[发明专利]狗尾草U6启动子基因及应用

说明书

本发明公开了2种狗尾草U6启动子及应用，该2种启动子序列如SEQ ID NO.1、SEQ ID NO.2所示，通过GUS染色瞬时表达验证，能高效的在狗尾草上表达。在转基因技术领域，这些启动子不仅适用于狗尾草，除用于启动功能基因表达外，在构建RNAi表达载体时可用于启动发夹结构的表达，在CRISPR/Cas9系统中可用于启动sgRNA引导序列的表达等。

技术领域

本发明属于生物技术领域，涉及植物转基因技术领域，具体涉及狗尾草U6启动子基因的克隆和应用。

背景技术

狗尾草(Setaria viridis)是谷子(Setaria italica)的野生近缘种，属单子叶植物纲禾本科黍亚科，黍亚科常分布在热带和亚热带地区，高粱、甘蔗、玉米、谷子、薏苡、黄茅、白茅等都属于黍亚科，该科植物具有热带植物的典型特征。是研究C4光合作用的优秀模型，同时也是研究单子叶植物、非生物胁迫耐受性和能源植物的模型。它具有许多适于遗传分析的特性，如二倍体、有相对较小的基因组(～510Mb)、身材矮小、生长周期短和种子量大等。目前狗尾草作为新型模式植物的研究在国内外越来越热门，但还没有人克隆并应用狗尾草本身的U6启动子开展转基因技术研究。
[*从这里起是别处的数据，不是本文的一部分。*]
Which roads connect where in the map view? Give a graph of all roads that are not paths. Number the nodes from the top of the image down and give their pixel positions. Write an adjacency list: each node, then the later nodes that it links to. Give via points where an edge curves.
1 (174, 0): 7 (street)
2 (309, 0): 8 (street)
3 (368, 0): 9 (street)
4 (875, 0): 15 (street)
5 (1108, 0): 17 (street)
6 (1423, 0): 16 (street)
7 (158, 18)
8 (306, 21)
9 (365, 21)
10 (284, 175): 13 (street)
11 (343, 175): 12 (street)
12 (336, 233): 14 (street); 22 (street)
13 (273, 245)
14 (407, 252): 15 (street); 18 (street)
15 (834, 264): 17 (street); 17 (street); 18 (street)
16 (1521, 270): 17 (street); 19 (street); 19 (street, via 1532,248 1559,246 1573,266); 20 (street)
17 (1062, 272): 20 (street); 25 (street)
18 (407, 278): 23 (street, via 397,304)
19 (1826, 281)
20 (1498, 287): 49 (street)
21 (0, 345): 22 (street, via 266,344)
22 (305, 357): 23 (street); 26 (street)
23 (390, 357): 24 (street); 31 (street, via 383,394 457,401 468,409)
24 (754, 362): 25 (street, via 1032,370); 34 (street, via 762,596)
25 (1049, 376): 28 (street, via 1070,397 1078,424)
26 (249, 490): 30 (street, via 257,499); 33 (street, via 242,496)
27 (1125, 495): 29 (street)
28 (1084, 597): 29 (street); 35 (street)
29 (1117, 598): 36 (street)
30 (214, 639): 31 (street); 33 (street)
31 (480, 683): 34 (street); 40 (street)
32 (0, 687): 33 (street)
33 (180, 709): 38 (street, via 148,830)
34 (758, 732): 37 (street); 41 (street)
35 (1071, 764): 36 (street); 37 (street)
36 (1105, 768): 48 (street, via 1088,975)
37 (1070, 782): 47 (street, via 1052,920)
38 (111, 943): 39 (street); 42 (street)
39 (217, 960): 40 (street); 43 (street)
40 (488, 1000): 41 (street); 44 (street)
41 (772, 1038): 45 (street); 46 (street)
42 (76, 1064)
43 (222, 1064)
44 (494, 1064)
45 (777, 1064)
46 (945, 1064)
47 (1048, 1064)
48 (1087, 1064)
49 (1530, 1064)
U6启动子是二型启动子，与真核生物RNA聚合酶III结合后，负责转录U6RNA，这类启动子的特点是几乎所有启动子元件(除了+1位的转录起点)都位于转录起始位点的上游，也即它对转录起点后的序列无特殊选择或要求，能保证转录序列的结构特征。U6启动子+1位是鸟苷酸。RNA聚合酶III启动子识别的终止信号是连续4-5个胸苷酸，转录产物末端一般有4个尿苷酸。几乎所有的真核生物都具有U6启动子，U6启动子在真核生物体内一般发现是启动小片段，不带PolyA尾的序列，由RNA聚合酶III聚合U6启动子转录产生shRNA，经剪切后产生成熟siRNA，产生干扰效果；shRNA的表达量取决于启动子的强弱，与同类的RNA聚合酶III的启动子H1相比，U6启动子启动能力更强，表达时间也长。

目前，在转基因技术领域，U6启动子多用在构建RNAi表达载体上，用于启动干扰发夹结构的表达；此外，随着基因编辑技术的兴起，U6启动子也被开始广泛用于CRISPR/Cas9系统中sgRNA引导序列的启动表达，以保证引导序列的结构特征。U6启动子具有种属特异性，在转基因技术中，使用转化物种本身或接近物种的U6启动子能取得更高的的启动效率。前人研究表明，人U6启动子有几个明显的特点：1、具有TATA box，位于-30～-25bp，被PolIII转录；2、在转录起点上游-66～-47bp处存在PSE(proximal sequence element)，该元件是snRNA激活因子蛋白复合物的结合位点；3、在-244～-214存在DSE(distal sequenceelement)；4、启动子下游存在5'-TTTT-3'序列为Pol III提供转录终止信号；5、PSE和DSE之间的距离变化可显著影响转录效率；6、+1位的G对转录效率影响较大。根据这些特点，在使用U6启动子构建RNAi表达载体时，U6启动子的长度最好在300bp左右，尽量不改变PSE和DSE的间距，同时保留TATA box和+1位的G，在下游应有5'-TTTTT-3'序列作为终止信号。另外可以根据需要在启动子上游或终止信号下游设计测序引物序列、酶切位点等等。

发明内容

本发明的目的是提供了狗尾草U6启动子基因，克隆了2个狗尾草U6启动子，并将这2个启动子与GUS基因融合表达转化狗尾草胚性愈伤，通过瞬时表达验证了2个启动子能够在狗尾草上高效表达，为狗尾草及相近植物的转化研究提供了高效的启动子序列。

为了实现上述目的，本发明的技术方案为：提供狗尾草U6启动子基因，包括2种狗尾草U6启动子基因，分别具有序列表中SEQ ID NO:1、SEQ ID NO:2所示的核苷酸序列。

该2种启动子基因序列还包括含有如SEQ ID NO.1、SEQ ID NO.2所示基因序列的其它序列。

启动子序列分别来自于狗尾草Chr_02、Chr_04染色体。